YOUR INSTRUCTIONS: Down to the last line, retype the records below exactly and skip the pictures.

★ ★ ★ ★ ★ ★ ★

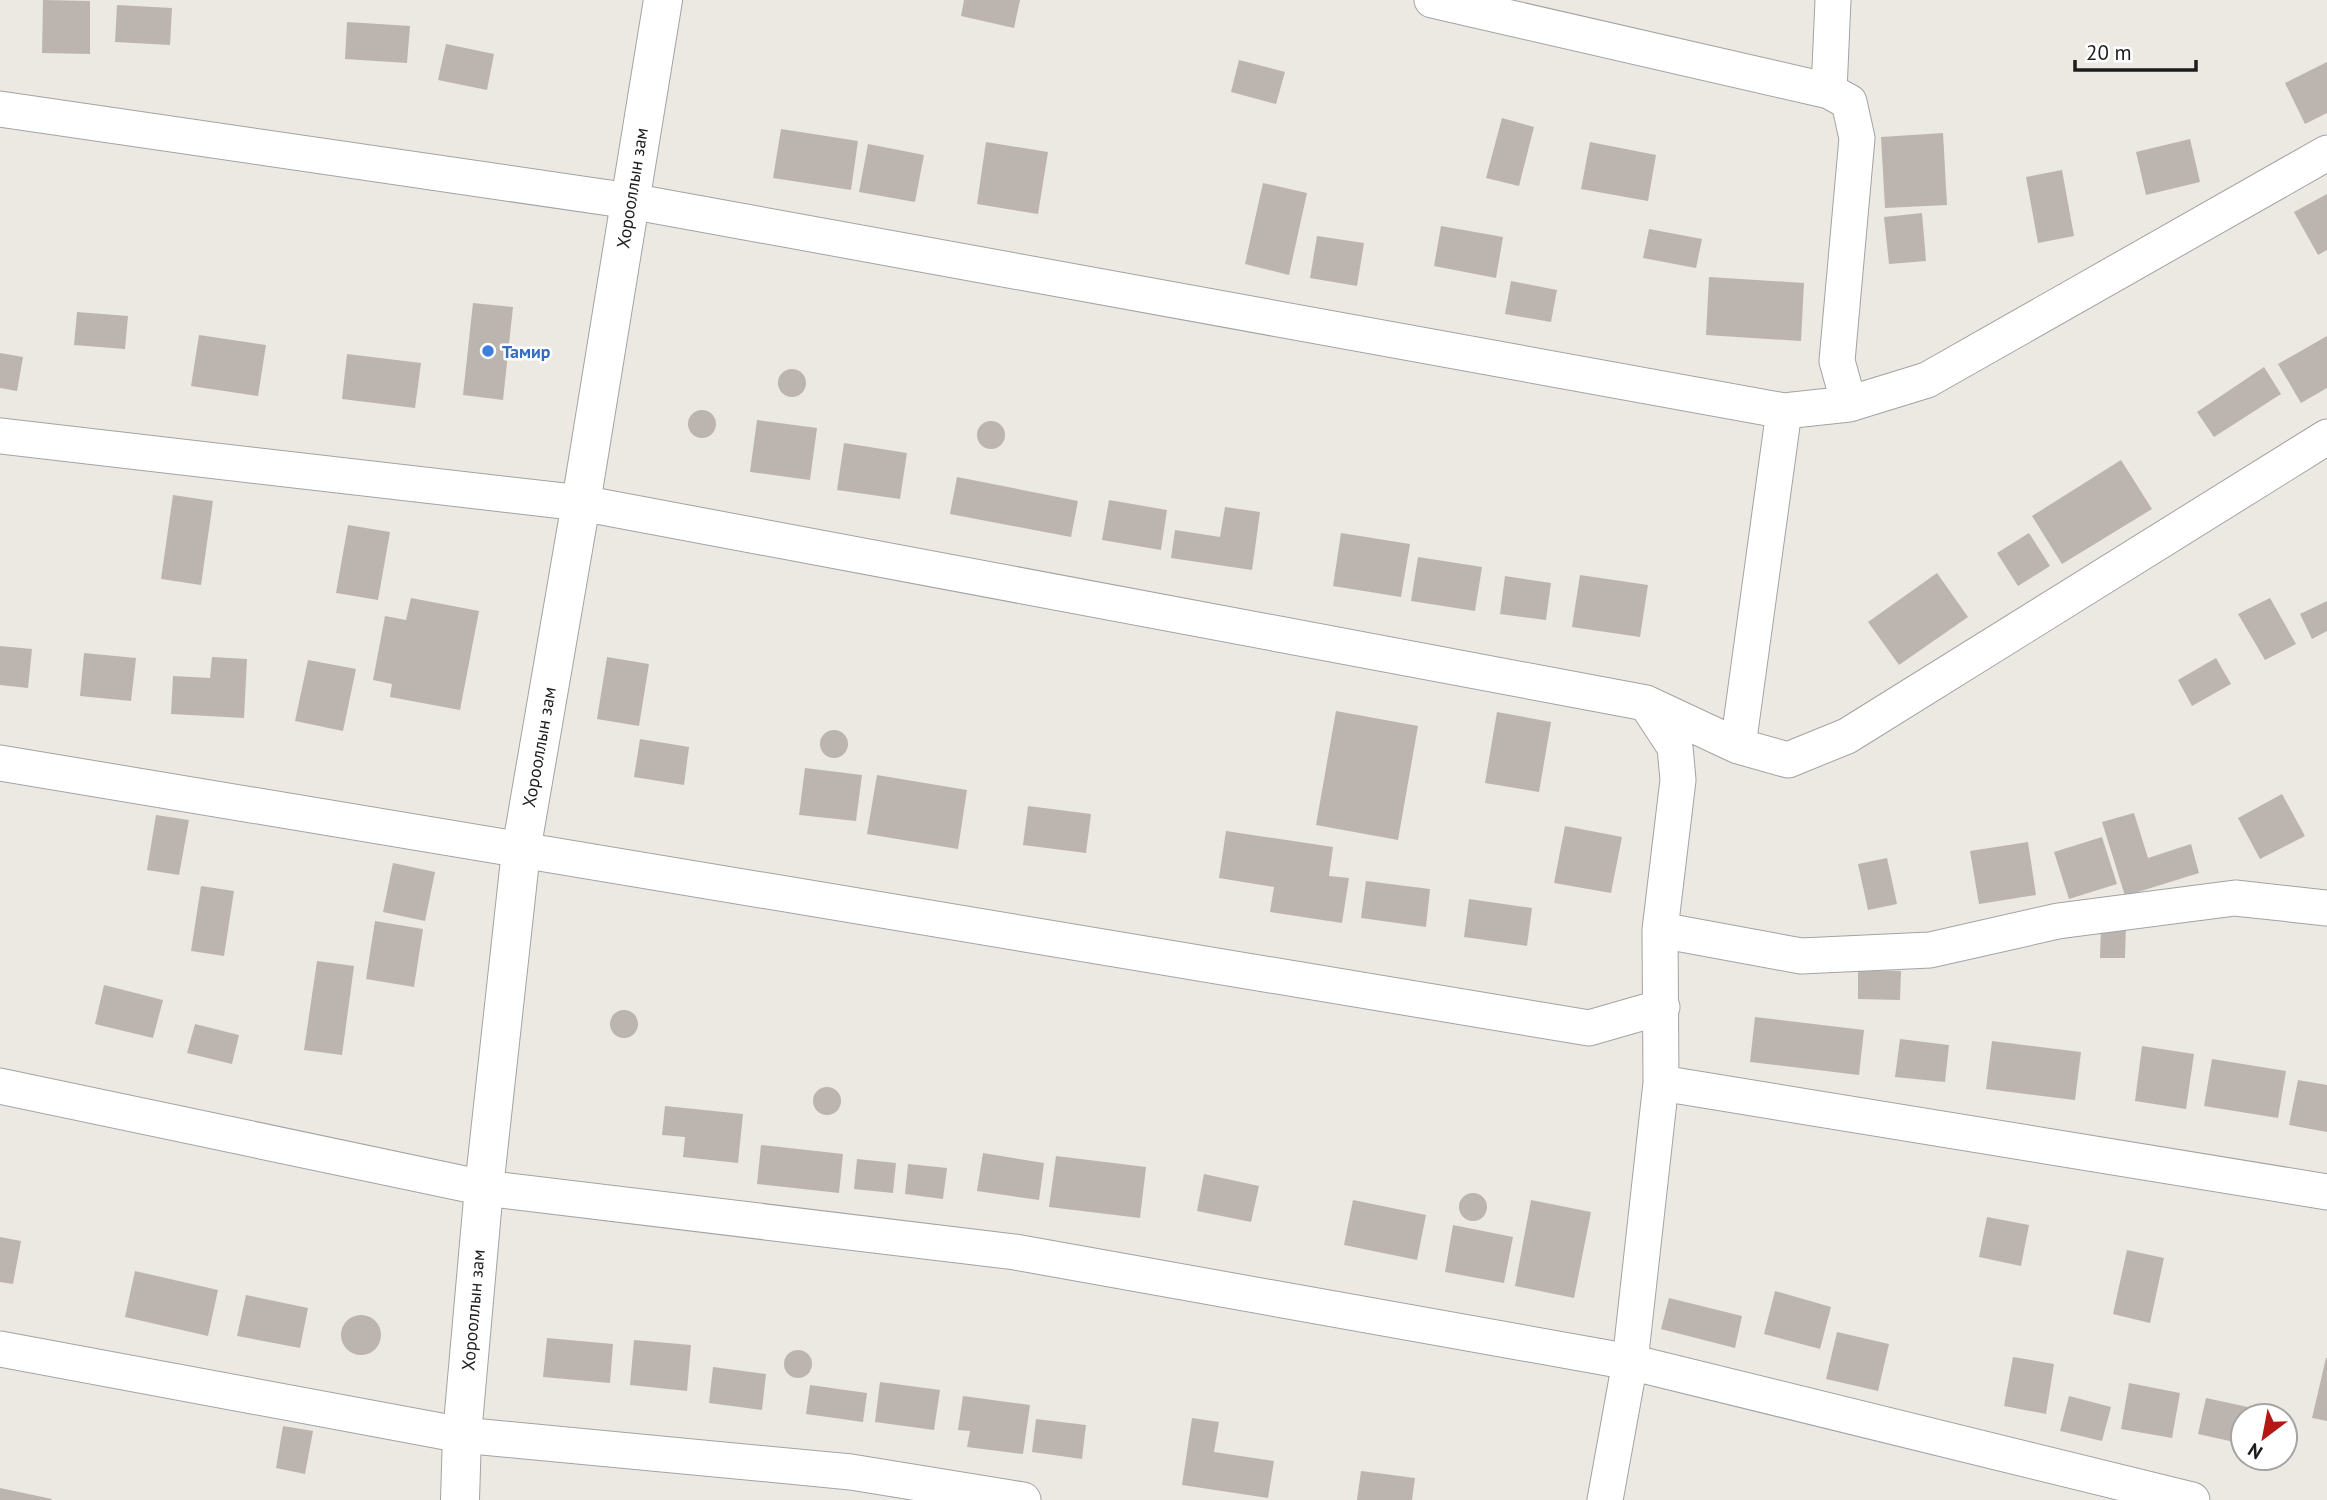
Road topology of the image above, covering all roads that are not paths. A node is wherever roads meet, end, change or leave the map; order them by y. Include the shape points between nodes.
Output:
1 (663, 0) edge
2 (1432, 0) edge
3 (1833, 0) edge
4 (1829, 91) junction
5 (0, 109) edge
6 (2327, 153) edge
7 (630, 201) junction
8 (1849, 404) junction
9 (1784, 411) junction
10 (0, 436) edge
11 (2327, 437) edge
12 (581, 503) junction
13 (1646, 703) junction
14 (1738, 746) junction
15 (0, 763) edge
16 (521, 850) junction
17 (2327, 908) edge
18 (1660, 930) junction
19 (1662, 1007) junction
20 (1661, 1083) junction
21 (0, 1086) edge
22 (484, 1188) junction
23 (2327, 1192) edge
24 (0, 1349) edge
25 (1630, 1362) junction
26 (462, 1434) junction
27 (460, 1500) edge
28 (1023, 1500) edge
29 (1605, 1500) edge
30 (2192, 1500) edge

1 - 7 street, Хорооллын зам
2 - 4 street
3 - 4 street
4 - 8 street via 1849,102 1857,138 1836,361
5 - 7 street
6 - 8 street via 1927,380
7 - 9 street
7 - 12 street, Хорооллын зам
8 - 9 street
9 - 14 street
10 - 12 street
11 - 14 street via 1847,736 1788,760
12 - 13 street
12 - 16 street, Хорооллын зам
13 - 14 street
13 - 18 street via 1675,747 1678,780
15 - 16 street
16 - 19 street via 1589,1028
16 - 22 street, Хорооллын зам
17 - 18 street via 2235,898 2058,921 1930,950 1801,956
18 - 19 street
19 - 20 street
20 - 23 street
20 - 25 street
21 - 22 street
22 - 25 street via 1015,1251
22 - 26 street, Хорооллын зам
24 - 26 street
25 - 29 street
25 - 30 street
26 - 27 street, Хорооллын зам
26 - 28 street via 851,1472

★ ★ ★ ★ ★ ★ ★

YOUR RESPONSE:
Road topology of the image above, covering all roads that are not paths. A node is wherever roads meet, end, change or leave the map; order them by y. Include the shape points between nodes.
Output:
1 (663, 0) edge
2 (1432, 0) edge
3 (1833, 0) edge
4 (1829, 91) junction
5 (0, 109) edge
6 (2327, 153) edge
7 (630, 201) junction
8 (1849, 404) junction
9 (1784, 411) junction
10 (0, 436) edge
11 (2327, 437) edge
12 (581, 503) junction
13 (1646, 703) junction
14 (1738, 746) junction
15 (0, 763) edge
16 (521, 850) junction
17 (2327, 908) edge
18 (1660, 930) junction
19 (1662, 1007) junction
20 (1661, 1083) junction
21 (0, 1086) edge
22 (484, 1188) junction
23 (2327, 1192) edge
24 (0, 1349) edge
25 (1630, 1362) junction
26 (462, 1434) junction
27 (460, 1500) edge
28 (1023, 1500) edge
29 (1605, 1500) edge
30 (2192, 1500) edge

1 - 7 street, Хорооллын зам
2 - 4 street
3 - 4 street
4 - 8 street via 1849,102 1857,138 1836,361
5 - 7 street
6 - 8 street via 1927,380
7 - 9 street
7 - 12 street, Хорооллын зам
8 - 9 street
9 - 14 street
10 - 12 street
11 - 14 street via 1847,736 1788,760
12 - 13 street
12 - 16 street, Хорооллын зам
13 - 14 street
13 - 18 street via 1675,747 1678,780
15 - 16 street
16 - 19 street via 1589,1028
16 - 22 street, Хорооллын зам
17 - 18 street via 2235,898 2058,921 1930,950 1801,956
18 - 19 street
19 - 20 street
20 - 23 street
20 - 25 street
21 - 22 street
22 - 25 street via 1015,1251
22 - 26 street, Хорооллын зам
24 - 26 street
25 - 29 street
25 - 30 street
26 - 27 street, Хорооллын зам
26 - 28 street via 851,1472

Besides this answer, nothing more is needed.